Emma Matthews embodies the mad heroine with consummate skill (and buckets of blood).

Donizetti: Lucia di Lammermoor
Emma Matthews, James Valenti, Opera Australia
Friday, September 28, 2012

Read Limelight‘s interviews with the cast here.

“I want love, violent love, without which these subjects are cold,” wrote Donizetti to an impresario, and with Salvatore Cammerano’s adaptation of Sir Walter Scott’s The Bride of Lammermoor he got it in spades. Not that Lucia is Donizetti’s grisliest opera (for those interested, check out Maria di Rudenz), but the celebrated Mad Scene for a woman who has just slaughtered her husband in the bridal chamber is certainly rich in romantic pathos and gothic horror.

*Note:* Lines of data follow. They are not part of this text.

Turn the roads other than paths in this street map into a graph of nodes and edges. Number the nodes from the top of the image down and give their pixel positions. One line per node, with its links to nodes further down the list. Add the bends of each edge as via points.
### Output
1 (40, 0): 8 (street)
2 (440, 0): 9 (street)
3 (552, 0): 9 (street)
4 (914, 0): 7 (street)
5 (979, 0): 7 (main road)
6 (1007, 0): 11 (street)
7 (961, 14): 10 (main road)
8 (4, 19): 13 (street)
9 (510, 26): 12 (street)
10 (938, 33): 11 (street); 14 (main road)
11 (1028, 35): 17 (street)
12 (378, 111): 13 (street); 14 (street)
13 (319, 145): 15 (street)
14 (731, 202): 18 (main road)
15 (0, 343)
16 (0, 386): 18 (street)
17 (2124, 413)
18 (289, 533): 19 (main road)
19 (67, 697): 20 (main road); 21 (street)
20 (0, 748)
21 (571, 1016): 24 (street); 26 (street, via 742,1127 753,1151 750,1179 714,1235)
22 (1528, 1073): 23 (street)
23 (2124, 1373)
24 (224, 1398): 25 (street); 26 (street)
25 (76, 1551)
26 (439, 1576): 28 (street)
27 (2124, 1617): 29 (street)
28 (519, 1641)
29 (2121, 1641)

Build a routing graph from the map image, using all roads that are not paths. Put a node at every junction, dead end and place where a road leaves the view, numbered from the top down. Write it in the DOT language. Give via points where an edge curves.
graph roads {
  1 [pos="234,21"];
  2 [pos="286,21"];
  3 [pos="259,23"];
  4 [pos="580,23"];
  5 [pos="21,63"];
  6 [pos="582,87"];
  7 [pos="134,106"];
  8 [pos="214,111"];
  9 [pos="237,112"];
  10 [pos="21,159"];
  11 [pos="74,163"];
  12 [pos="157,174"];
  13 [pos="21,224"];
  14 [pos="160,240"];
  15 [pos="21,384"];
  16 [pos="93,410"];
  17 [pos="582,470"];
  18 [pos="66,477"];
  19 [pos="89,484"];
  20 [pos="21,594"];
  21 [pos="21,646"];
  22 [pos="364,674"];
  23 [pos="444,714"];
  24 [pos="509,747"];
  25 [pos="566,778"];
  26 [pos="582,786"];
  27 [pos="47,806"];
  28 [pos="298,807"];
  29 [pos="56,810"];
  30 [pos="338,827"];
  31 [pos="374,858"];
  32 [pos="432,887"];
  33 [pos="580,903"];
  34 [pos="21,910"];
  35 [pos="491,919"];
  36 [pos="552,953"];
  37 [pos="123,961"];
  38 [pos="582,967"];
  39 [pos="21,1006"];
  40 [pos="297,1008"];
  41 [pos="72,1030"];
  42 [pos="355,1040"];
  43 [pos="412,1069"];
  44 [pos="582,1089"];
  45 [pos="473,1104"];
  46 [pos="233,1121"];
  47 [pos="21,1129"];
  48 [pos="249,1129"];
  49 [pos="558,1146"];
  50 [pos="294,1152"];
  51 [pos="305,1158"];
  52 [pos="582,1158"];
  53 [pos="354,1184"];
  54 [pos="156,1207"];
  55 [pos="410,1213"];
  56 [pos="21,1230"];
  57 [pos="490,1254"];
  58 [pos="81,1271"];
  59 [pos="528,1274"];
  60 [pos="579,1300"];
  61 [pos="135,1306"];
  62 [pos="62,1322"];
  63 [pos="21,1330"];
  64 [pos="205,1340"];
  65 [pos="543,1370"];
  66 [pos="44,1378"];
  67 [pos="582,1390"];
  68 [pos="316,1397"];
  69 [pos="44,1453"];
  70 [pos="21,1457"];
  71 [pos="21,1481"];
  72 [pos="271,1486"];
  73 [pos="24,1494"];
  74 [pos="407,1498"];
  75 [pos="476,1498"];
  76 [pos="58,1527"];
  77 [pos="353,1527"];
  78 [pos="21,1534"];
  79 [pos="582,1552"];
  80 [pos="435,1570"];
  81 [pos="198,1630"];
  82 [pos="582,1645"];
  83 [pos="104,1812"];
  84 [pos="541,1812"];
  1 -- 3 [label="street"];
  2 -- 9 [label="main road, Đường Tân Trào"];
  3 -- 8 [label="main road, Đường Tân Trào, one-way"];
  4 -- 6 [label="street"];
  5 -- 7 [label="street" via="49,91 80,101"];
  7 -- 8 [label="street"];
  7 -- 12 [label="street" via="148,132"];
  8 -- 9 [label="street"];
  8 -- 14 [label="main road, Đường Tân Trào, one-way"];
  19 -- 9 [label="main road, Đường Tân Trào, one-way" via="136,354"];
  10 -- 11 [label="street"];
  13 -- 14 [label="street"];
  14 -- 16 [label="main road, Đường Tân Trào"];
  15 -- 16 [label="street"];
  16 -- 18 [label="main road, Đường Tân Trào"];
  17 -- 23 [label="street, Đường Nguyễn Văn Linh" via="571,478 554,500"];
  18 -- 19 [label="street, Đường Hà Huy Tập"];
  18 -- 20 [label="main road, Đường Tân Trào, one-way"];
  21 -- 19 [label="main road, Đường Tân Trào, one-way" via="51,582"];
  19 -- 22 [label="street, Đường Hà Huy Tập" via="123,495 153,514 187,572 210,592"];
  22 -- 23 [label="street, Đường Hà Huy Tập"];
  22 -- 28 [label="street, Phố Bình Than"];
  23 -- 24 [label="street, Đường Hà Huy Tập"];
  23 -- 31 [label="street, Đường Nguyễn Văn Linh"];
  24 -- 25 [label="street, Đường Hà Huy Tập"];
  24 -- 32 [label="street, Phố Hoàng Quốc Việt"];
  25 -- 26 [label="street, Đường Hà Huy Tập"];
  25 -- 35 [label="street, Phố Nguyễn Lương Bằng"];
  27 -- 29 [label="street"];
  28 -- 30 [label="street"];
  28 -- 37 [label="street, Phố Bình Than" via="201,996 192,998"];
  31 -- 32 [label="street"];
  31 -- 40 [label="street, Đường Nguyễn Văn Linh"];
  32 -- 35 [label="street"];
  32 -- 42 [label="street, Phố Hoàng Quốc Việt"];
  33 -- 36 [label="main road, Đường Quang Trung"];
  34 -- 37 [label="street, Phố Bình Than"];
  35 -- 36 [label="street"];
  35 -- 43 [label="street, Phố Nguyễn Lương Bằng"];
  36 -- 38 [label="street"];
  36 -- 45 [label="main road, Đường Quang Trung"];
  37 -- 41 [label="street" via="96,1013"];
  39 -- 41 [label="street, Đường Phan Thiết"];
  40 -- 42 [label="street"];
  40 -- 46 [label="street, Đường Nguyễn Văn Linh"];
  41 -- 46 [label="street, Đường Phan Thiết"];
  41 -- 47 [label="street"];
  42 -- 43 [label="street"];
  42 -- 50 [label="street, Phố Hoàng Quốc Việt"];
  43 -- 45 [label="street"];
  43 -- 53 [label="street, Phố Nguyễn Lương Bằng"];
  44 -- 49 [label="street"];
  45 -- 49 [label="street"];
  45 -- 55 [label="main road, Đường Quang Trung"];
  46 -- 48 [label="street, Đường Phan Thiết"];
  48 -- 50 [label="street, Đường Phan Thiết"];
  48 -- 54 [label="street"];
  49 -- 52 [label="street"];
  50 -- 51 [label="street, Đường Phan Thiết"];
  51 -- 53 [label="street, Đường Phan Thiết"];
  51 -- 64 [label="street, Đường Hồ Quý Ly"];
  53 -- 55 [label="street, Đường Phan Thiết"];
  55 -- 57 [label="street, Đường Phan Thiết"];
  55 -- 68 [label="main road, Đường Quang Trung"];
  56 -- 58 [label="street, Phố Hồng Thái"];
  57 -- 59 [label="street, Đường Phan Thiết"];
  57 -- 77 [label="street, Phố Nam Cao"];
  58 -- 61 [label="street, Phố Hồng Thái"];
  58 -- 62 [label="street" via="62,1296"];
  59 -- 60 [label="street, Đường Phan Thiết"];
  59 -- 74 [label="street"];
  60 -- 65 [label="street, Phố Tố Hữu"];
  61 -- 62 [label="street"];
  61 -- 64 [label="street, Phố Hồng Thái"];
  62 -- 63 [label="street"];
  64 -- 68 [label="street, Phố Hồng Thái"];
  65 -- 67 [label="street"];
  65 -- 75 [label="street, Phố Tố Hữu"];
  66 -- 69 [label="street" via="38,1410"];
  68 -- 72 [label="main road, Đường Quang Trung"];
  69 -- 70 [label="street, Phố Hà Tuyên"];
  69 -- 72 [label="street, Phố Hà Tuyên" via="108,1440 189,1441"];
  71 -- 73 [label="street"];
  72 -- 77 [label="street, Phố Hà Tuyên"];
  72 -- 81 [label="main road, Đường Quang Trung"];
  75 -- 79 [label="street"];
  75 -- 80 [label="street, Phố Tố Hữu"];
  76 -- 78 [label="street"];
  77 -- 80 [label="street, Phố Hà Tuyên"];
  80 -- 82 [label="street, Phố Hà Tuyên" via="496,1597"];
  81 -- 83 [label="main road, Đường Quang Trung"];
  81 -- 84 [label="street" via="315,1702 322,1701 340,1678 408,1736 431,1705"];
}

Opera Australia’s new co-production with Houston and La Fenice is a relatively traditional affair, but beneath the surface it has a great deal of psychological insight to offer – oh, yes, and plenty of blood!

Director John Doyle’s thoughtful staging hinges on two radical but beneficial conceptual shifts.  Firstly, he has moved the action into the early Romantic period, beautifully reflected in the louring, cloud-covered flats that comprise his spartan but effective set. Under these gloomy northern skies, we see a community clad in...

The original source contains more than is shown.